Cada vez que rezo mi alegría y mi transformación es más grande y profunda. No se puede explicar de otro modo que no sea que cuando dialogamos con Dios, sea en fórmulas (oraciones), en conversación directa o incluso en silencio (centrándonos en su presencia) hay una transformación completa en nosotros.

Cuando rezo me sumerjo en un profundo misterio donde no estoy solo yo, sino Dios, la Iglesia entera (celestial y terrena) y las personas por las que pido… no solo es Dios y yo, sino el cosmos entero el que entra en la oración.

Me he acercado más a las personas orando, he cambiado más malos hábitos rezando, y he dejado cargas pesadas cuando entro en diálogo con Dios.

¿Cómo rezar? cada persona debe de encontrar lo que vaya con el, para muchas personas es la rutina, para otras funciona más en la noche, para otras en la mañana, algunas tienen oraciones favoritas, otros meditan los evangelios, otros prefieren el rosario.

Yo he optado por utilizar algunos libros de oraciones y devociones. Rezo brevemente en la mañana ante una imagen que tengo del Sagrado Corazon de Jesús. Uso mis oraciones favoritas para las mañanas y las rezo prestando absoluta atención. Las oraciones son al final guías de un diálogo, no son fórmulas en el sentido de que deban ser leídas sin prestar atención, seria como hablar sin decir nada, entonces siempre ora con enfoque, presencia, amor y devoción.

A las 12pm detengo mis labores rezo alguna de las oraciones diarias que encuentro en cuentas que sigo de Instagram o en oraciones que me envía Aleteia por celular o uso una aplicación llamada iBreviary.

Después de comer rezo mis oraciones favoritas al Espíritu Santo. Y cuando llego por la noche a mi casa, rezo otras 3 o 4 oraciones favoritas para esa hora del día.

Ya por la noche rezo por intenciones particulares, por mi familia, por enfermos, por difuntos, por el país, por los enemigos, etc. Ofrezco oraciones especificas para mis padres, mis hijos o los enfermos y para otras intenciones simplemente converso con Dios y pido por dichas intenciones.

Cada noche pongo énfasis en alguna intención y de la oración por esa intención se inicia un dialogo más personal, de ahí nace la conversación donde me encuentro con los planes de Dios, donde me encuentro con Él y el conmigo, donde me encuentro con los demás por los que pido. En esos momentos no siento que este orando yo solo, sino que mis intenciones van mas allá y son parte de las intenciones de muchas más personas, de la Iglesia misma.

En esos diálogos con Dios nacen inspiraciones: llámale a esa persona, deja de hacer esto, haz aquello, cambia este hábito, ayuda de esta manera.

Al final termino con mi oración favorita de antes de dormir.

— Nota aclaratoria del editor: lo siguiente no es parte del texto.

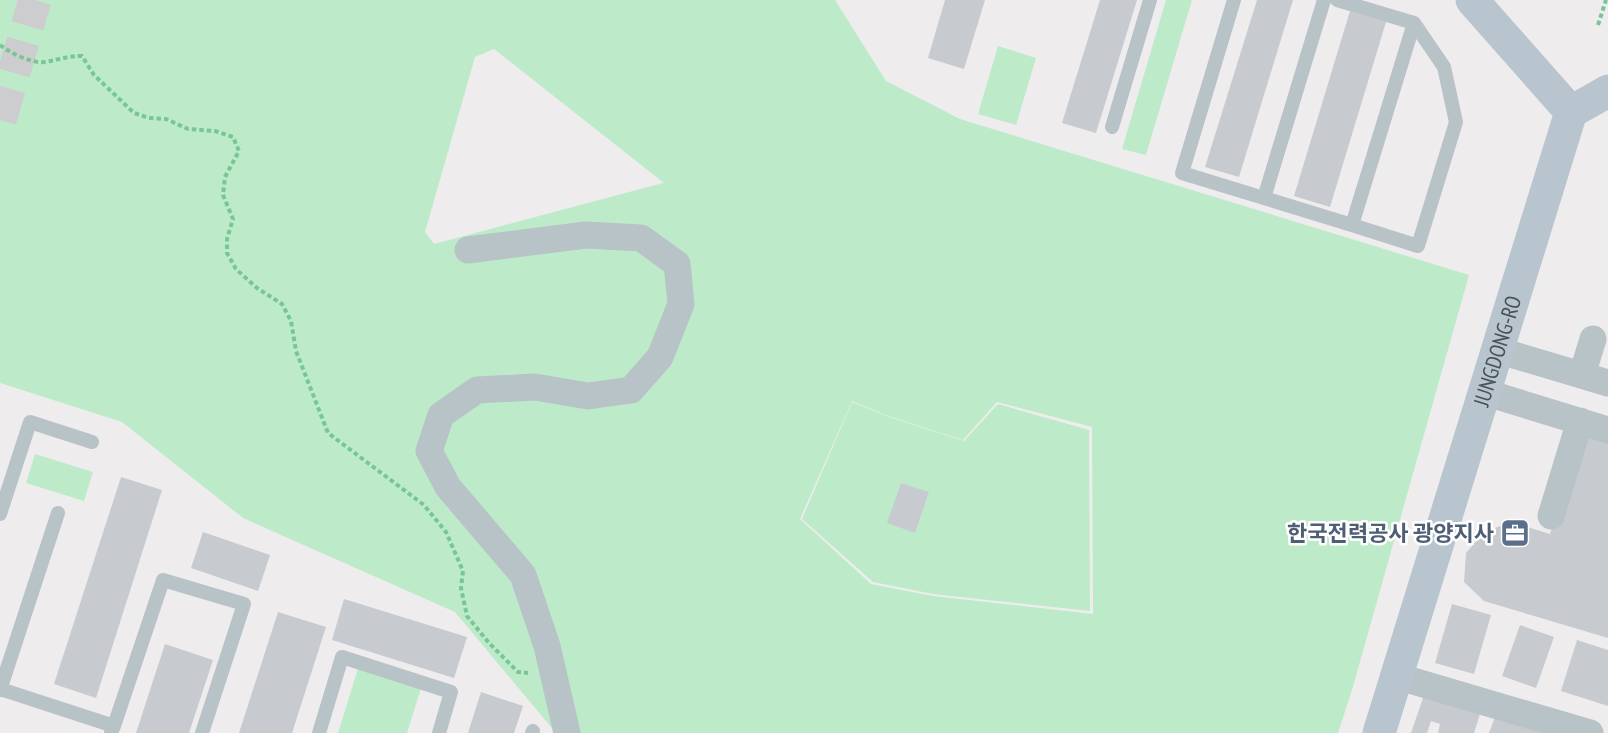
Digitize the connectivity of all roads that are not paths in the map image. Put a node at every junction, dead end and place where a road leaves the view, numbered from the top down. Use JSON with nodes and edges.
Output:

Cada día que rezo, más quiero rezar. Si estoy parado en el tráfico, uso uno de los dos libritos miniatura (Oraciones y Salmos) y rezo algo. Si estoy parado esperando algo, abro y rezo un Salmo, si veo algo en la calle pido por esa situación.

El mundo se hace inmenso en alcance cuando rezo, pero a su vez muy pequeño, porque todos estamos en la mano de aquel que creó el universo entero con todas sus estrellas, y sin embargo nos llama a cada uno por nuestro nombre, me llama a mi por mi nombre y me da la gracia de poder llamarlo a Él también, de poder conversar y entrar en relación con lo más grande que existe.